Post Author - Elena Prokopets Elena Prokopets Last Updated:

Markets today are unpredictable. Technological advancements, supply chain disruptions, and shifts in economic and consumer behavior compel businesses to stay agile.

To win in the future, 62% of CEOs admit they must rewrite their business playbook rather than play to existing strengths. Yet, organizational change never comes easily, especially when you lack a clear action plan. 

Organizational development (OD) provides science-based methodologies and interventions for steering your company in a new direction through cultural, business process, and performance management transformations.

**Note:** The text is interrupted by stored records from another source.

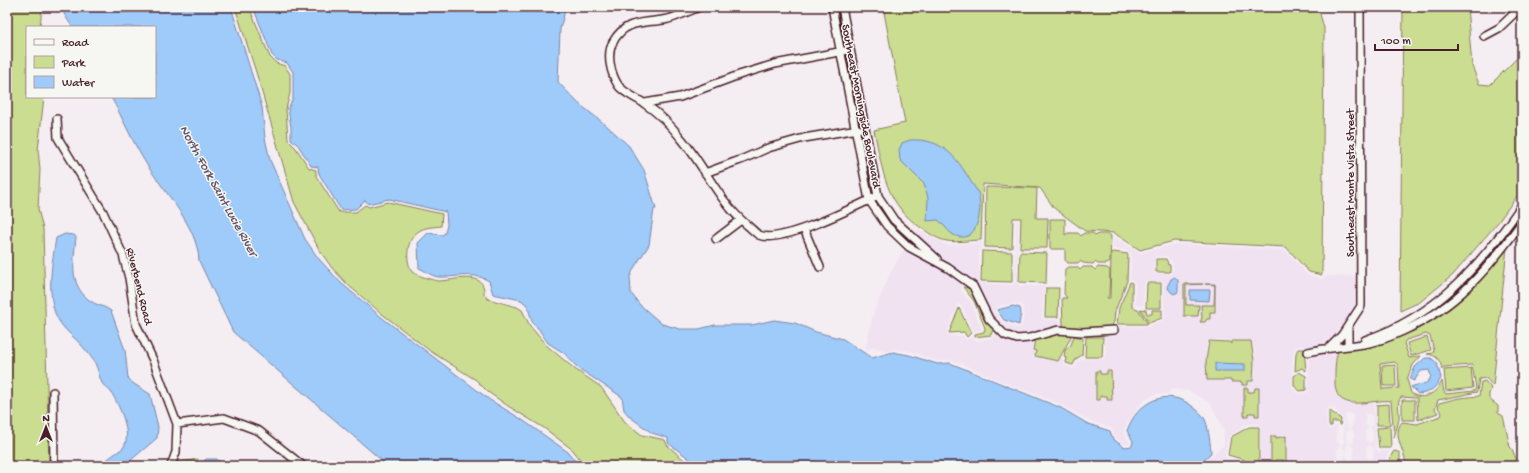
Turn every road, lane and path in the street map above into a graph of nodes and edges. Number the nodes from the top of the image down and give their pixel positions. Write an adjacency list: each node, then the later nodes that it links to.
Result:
1 (700, 7): 9 (street)
2 (832, 7): 8 (street, Southeast Morningside Boulevard)
3 (842, 7): 7 (street, Southeast Morningside Boulevard)
4 (1360, 7): 23 (street, Southeast Monte Vista Street)
5 (1521, 7): 6 (street)
6 (1484, 36)
7 (850, 50): 8 (street); 11 (street, Southeast Morningside Boulevard)
8 (841, 52): 9 (street); 12 (street, Southeast Morningside Boulevard)
9 (645, 103): 13 (street)
10 (57, 119): 29 (street, Riverbend Road)
11 (864, 128): 12 (street); 14 (street, Southeast Morningside Boulevard)
12 (855, 130): 13 (street); 15 (street, Southeast Morningside Boulevard)
13 (705, 173): 17 (street)
14 (878, 196): 15 (street); 22 (street, Southeast Morningside Boulevard)
15 (869, 200): 19 (street); 22 (street, Southeast Morningside Boulevard)
16 (1522, 205): 25 (street)
17 (741, 220): 19 (street); 20 (street)
18 (1522, 222): 25 (street)
19 (804, 229): 21 (street)
20 (716, 239)
21 (820, 267)
22 (948, 268): 24 (street, Southeast Morningside Boulevard)
23 (1348, 326): 25 (street); 26 (street, Southeast Monte Vista Street)
24 (1114, 330)
25 (1348, 346): 26 (street)
26 (1328, 348): 27 (street)
27 (1308, 352)
28 (53, 392): 30 (street)
29 (177, 424): 31 (street, Riverbend Road); 32 (street)
30 (54, 466)
31 (171, 466)
32 (303, 466)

OD helps different units align on key business objectives, promotes effective change management, and ultimately improves innovation capability and long-term resilience. To flip the operating script in 2025, here’s what you need to know about effective organizational development.

TL;DR — Key Takeaways

  • Organizational development boosts company performance and drives change management through targeted interventions grounded in social and behavioral science.
  • The purpose of OD is to transition organizations from where they are now to where they want to be through incremental changes in operating, cultural, people management, and technology practices.
  • The main steps in the organization development process include problem identification, root cause(s) diagnosis, data collection, strategic planning, intervention implementation, and outcome assessments.
  • Many popular organizational development frameworks help with different OD elements — McKinsey 7S, Kurt Lewin’s Three-Step Model, Kotter’s 8-Step Change Model, and others. 
  • Similarly, there’s a host of OD interventions for improving different organizational elements, from talent planning and acquisition to succession planning, cross-team collaboration, and overall management processes. 
  • Human resource teams play a key role in ongoing organization development through proactive facilitation in change management, employee communication, and strategic planning. 

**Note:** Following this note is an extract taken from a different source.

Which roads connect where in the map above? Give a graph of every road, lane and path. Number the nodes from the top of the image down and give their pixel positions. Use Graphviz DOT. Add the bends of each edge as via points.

What is organizational development?

One of the first definitions of organizational development (OD) comes from Richard Beckhard, an American pioneer in organizational research: 

Organizational development is an effort (1) planned, (2) organization-wide, and (3) managed from the top to (4) increase organization effectiveness and health through (5) planned interventions in the organization’s “processes,” using behavioral-science knowledge.

What now? In simpler terms, organizational development is a systematic, science-backed process for driving continuous improvement in business performance through changes in organizational culture, processes, and talent management.

Modern OD combines social sciences, human resources management, agile business management, and strategic communication principles with newer data collection and analysis techniques.

OD helps leaders assess baseline organizational performance, determine necessary transformational change, and establish better processes for achieving desired outcomes such as: 

  • Alignment between leadership vision and employee execution
  • Higher workforce productivity and employee engagement 
  • Better organizational effectiveness and cross-team collaboration 
  • Continuous employee development and training 
  • Faster, less disruptive change management 
  • Long-term business resilience and sustainability 

Goals of organizational development

The core objective of organizational development is improving business health. By analyzing what’s going wrong (and why), OD practitioners deliver timely advice for staying innovative, optimizing profit margins, and being in sync with market trends. 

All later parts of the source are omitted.